- Treasury Secretary Scott Bessent and Fed Chair Jerome Powell summoned the CEOs of Citigroup, Goldman Sachs, Bank of America, Morgan Stanley, and Wells Fargo to an urgent, previously unreported meeting at Treasury HQ Tuesday over cybersecurity risks posed by Anthropic’s new Mythos AI model
- Anthropic has said Mythos can identify and exploit vulnerabilities in every major operating system and web browser — capabilities so alarming that Anthropic has restricted its initial release to a small group of major tech and finance firms including Amazon, Apple, and JPMorgan, under a program called “Project Glasswing”
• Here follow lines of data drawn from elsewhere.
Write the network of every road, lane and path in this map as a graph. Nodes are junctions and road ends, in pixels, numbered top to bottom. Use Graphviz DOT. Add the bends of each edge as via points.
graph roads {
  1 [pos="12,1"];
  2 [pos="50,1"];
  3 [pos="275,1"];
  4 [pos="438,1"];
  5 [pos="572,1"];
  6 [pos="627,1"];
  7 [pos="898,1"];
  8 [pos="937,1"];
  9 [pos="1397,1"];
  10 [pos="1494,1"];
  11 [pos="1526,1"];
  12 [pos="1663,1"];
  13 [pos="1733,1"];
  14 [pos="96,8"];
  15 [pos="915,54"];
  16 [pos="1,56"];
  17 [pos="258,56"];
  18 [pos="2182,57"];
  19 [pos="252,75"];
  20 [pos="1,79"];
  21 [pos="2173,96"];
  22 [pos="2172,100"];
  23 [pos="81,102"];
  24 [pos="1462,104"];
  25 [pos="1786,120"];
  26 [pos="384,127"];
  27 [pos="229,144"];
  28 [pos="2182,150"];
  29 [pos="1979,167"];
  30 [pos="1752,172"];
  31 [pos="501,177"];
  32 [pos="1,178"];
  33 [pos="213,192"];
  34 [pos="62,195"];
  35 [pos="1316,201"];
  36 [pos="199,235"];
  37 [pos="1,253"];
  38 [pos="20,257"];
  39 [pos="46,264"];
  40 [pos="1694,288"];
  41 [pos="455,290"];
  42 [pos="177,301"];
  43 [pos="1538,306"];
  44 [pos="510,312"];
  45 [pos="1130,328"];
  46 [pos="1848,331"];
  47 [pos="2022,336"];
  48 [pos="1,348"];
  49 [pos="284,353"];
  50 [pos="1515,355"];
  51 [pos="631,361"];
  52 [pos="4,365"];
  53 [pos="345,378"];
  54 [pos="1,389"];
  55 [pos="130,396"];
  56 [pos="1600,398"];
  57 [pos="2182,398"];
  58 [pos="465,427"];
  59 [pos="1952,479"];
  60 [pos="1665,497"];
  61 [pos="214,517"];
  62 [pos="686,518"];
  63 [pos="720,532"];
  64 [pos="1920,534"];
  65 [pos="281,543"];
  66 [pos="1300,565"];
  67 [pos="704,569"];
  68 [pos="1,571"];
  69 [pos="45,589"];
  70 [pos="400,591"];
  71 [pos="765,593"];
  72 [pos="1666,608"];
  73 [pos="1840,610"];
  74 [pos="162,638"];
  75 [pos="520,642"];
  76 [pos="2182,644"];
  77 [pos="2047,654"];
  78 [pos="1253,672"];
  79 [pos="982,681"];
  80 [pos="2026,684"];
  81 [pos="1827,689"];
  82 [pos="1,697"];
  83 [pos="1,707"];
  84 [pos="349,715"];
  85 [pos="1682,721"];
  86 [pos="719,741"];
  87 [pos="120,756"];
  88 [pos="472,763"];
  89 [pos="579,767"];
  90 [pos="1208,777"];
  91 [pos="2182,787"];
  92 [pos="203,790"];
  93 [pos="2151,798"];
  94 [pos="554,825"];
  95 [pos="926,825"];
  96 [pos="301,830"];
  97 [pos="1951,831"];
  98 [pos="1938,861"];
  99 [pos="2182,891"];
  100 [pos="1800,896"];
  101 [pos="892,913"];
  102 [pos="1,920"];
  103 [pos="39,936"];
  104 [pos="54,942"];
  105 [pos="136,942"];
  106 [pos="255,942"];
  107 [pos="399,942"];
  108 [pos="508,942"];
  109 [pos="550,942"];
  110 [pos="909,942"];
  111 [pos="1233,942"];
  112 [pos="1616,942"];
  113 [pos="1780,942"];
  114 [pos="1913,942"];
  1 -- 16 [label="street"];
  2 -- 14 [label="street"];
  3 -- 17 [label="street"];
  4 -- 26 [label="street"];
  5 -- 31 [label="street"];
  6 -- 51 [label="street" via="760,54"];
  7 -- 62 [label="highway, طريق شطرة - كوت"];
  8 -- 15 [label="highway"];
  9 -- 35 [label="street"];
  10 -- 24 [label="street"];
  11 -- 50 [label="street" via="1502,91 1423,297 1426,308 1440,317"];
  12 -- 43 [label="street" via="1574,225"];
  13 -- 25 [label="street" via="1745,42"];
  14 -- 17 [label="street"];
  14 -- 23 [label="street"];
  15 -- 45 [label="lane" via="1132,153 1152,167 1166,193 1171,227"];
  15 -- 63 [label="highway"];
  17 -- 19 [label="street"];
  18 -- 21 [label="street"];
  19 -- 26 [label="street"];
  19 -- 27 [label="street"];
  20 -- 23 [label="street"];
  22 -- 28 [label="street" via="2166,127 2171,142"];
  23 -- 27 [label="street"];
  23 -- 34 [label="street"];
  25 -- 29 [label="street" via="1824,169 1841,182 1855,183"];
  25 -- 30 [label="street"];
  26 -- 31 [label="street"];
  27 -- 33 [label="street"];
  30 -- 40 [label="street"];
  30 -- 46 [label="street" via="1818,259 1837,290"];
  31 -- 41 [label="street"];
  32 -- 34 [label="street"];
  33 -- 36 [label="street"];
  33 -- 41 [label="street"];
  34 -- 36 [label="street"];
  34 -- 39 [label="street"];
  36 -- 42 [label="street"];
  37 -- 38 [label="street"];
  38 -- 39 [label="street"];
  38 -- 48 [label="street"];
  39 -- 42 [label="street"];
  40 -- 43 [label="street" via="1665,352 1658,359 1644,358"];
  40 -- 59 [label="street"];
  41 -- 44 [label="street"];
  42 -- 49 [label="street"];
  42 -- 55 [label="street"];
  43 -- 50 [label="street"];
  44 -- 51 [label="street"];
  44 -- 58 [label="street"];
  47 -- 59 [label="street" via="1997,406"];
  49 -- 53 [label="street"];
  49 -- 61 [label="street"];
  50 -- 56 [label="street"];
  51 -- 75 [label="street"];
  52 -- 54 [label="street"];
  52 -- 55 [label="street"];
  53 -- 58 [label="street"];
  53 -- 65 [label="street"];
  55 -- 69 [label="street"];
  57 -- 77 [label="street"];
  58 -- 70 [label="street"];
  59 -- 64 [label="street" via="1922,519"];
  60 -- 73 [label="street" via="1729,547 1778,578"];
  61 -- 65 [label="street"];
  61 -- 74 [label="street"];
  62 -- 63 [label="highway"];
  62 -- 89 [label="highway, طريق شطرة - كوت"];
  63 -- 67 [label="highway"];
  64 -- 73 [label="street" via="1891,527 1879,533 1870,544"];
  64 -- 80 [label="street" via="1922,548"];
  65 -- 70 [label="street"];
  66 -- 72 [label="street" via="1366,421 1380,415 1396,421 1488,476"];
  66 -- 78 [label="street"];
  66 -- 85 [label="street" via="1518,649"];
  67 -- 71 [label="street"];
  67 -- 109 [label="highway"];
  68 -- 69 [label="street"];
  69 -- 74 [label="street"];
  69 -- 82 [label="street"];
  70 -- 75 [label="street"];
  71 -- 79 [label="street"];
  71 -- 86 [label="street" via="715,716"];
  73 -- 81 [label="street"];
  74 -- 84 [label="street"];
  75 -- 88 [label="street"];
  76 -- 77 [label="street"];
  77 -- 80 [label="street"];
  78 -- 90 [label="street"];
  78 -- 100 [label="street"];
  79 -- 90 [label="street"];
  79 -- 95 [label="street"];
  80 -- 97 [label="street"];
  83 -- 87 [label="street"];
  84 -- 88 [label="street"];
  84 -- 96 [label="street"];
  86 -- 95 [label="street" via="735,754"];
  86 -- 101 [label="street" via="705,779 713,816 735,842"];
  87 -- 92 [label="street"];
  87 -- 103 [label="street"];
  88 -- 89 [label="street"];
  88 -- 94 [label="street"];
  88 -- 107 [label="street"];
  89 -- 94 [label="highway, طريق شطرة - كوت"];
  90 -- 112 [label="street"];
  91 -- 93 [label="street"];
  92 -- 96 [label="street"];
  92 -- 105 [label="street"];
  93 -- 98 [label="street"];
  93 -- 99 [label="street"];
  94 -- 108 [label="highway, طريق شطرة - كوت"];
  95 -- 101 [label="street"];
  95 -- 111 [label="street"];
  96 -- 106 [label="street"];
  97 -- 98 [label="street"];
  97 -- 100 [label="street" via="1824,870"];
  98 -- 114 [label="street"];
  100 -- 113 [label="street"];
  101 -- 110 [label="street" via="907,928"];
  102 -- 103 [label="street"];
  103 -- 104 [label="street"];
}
- Regulators are treating the possibility of a new breed of AI-powered cyberattacks as one of the biggest systemic risks facing the global financial system; all banks summoned are classified as systemically important institutions whose stability is a global priority
- Anthropic has separately been fighting the Trump administration in court after the Pentagon labeled the company a supply-chain risk — a designation a federal appeals court declined to pause earlier this week
What Happened?
Treasury Secretary Scott Bessent and Federal Reserve Chair Jerome Powell arranged an urgent, short-notice meeting at Treasury headquarters in Washington on Tuesday, convening the chief executives of the country’s most systemically important banks to warn them about cybersecurity risks posed by Anthropic’s newly released Mythos AI model. Attending were the CEOs of Citigroup, Goldman Sachs, Bank of America, Morgan Stanley, and Wells Fargo; JPMorgan’s Jamie Dimon was unable to attend. The meeting — previously unreported — was designed to ensure that bank leadership is aware of potential new threats and is taking active precautions to harden their systems. Anthropic has described Mythos as capable of autonomously identifying and exploiting vulnerabilities across every major operating system and web browser when directed by a user to do so.
Why It Matters?
The convening of the Treasury Secretary and the Federal Reserve Chair for an emergency meeting with Wall Street CEOs over a single AI model is an extraordinary signal of how seriously regulators now view AI-enabled cyber risk as a systemic financial threat. Anthropic itself has recognized Mythos’s danger potential by limiting its initial release to a curated group of major technology and finance firms — Amazon, Apple, and JPMorgan — through a program called Project Glasswing, which is focused on securing critical systems before similar models become more widely available. The worry is not hypothetical: AI models that can autonomously find and exploit software vulnerabilities would represent a qualitative leap in offensive cyber capability, compressing attack timelines and enabling adversaries to target financial infrastructure at a scale and speed previously impossible. The fact that regulators are pre-emptively briefing systemically important banks suggests they believe the risk window is short.
What’s Next?
Anthropic has said it was in discussions with U.S. officials about Mythos’s offensive and defensive cyber capabilities prior to release. The Treasury and Fed have not publicly commented on the meeting. Financial institutions are now expected to accelerate their cyber-resilience assessments, particularly around operating system and browser vulnerabilities. Separately, Anthropic is engaged in an active legal battle with the Pentagon, which has labeled the company a supply-chain risk — a designation a federal appeals court declined to pause earlier this week. As more powerful AI models reach the market, the Bessent-Powell meeting may be a preview of a new kind of systemic risk governance that blends financial regulation with AI safety oversight.
Source: Bloomberg